Work to complete: Count the lines below that contain the word "Perindustrian", and state only that number.

[Dataset records Boundary: Start]

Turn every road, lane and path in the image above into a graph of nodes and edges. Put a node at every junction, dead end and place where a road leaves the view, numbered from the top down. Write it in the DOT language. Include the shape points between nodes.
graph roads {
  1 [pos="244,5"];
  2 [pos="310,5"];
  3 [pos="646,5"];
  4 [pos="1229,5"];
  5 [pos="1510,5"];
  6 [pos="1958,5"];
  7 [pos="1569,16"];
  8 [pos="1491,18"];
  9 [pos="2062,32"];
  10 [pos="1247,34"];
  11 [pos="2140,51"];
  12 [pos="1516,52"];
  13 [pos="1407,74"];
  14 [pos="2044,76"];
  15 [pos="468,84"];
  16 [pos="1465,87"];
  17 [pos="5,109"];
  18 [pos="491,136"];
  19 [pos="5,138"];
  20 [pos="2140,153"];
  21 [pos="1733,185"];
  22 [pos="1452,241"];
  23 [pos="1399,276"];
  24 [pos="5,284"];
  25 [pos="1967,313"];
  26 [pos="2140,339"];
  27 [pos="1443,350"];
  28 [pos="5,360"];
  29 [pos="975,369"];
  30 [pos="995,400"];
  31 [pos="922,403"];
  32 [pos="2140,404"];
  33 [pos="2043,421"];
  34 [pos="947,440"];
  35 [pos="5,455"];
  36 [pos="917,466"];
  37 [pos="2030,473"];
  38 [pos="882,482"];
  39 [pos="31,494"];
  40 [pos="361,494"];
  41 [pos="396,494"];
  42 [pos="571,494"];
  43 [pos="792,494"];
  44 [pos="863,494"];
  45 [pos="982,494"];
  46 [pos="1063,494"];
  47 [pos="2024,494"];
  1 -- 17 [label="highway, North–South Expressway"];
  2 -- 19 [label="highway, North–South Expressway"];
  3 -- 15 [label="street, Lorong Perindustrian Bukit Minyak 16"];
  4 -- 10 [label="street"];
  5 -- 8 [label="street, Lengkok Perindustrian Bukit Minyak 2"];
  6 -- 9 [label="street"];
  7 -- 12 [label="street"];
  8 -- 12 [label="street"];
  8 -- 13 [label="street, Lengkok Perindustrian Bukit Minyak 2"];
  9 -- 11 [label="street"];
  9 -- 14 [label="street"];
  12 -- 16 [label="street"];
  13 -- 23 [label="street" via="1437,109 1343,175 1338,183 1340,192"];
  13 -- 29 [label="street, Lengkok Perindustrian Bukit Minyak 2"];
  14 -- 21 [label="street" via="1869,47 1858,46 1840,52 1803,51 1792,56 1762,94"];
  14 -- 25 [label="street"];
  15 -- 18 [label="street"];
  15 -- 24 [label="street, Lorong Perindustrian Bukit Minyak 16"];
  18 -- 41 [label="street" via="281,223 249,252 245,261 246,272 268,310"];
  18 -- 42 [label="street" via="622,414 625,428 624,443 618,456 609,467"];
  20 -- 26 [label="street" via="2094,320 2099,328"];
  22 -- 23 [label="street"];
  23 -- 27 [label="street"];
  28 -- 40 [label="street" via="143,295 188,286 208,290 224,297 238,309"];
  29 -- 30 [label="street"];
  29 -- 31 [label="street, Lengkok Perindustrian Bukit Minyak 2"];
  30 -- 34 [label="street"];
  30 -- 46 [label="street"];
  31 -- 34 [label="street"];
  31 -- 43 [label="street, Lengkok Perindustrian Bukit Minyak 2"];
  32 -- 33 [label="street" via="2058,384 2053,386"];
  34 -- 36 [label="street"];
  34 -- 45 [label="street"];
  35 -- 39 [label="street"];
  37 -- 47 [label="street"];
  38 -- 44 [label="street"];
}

[Dataset records Boundary: End]

Solution below: 7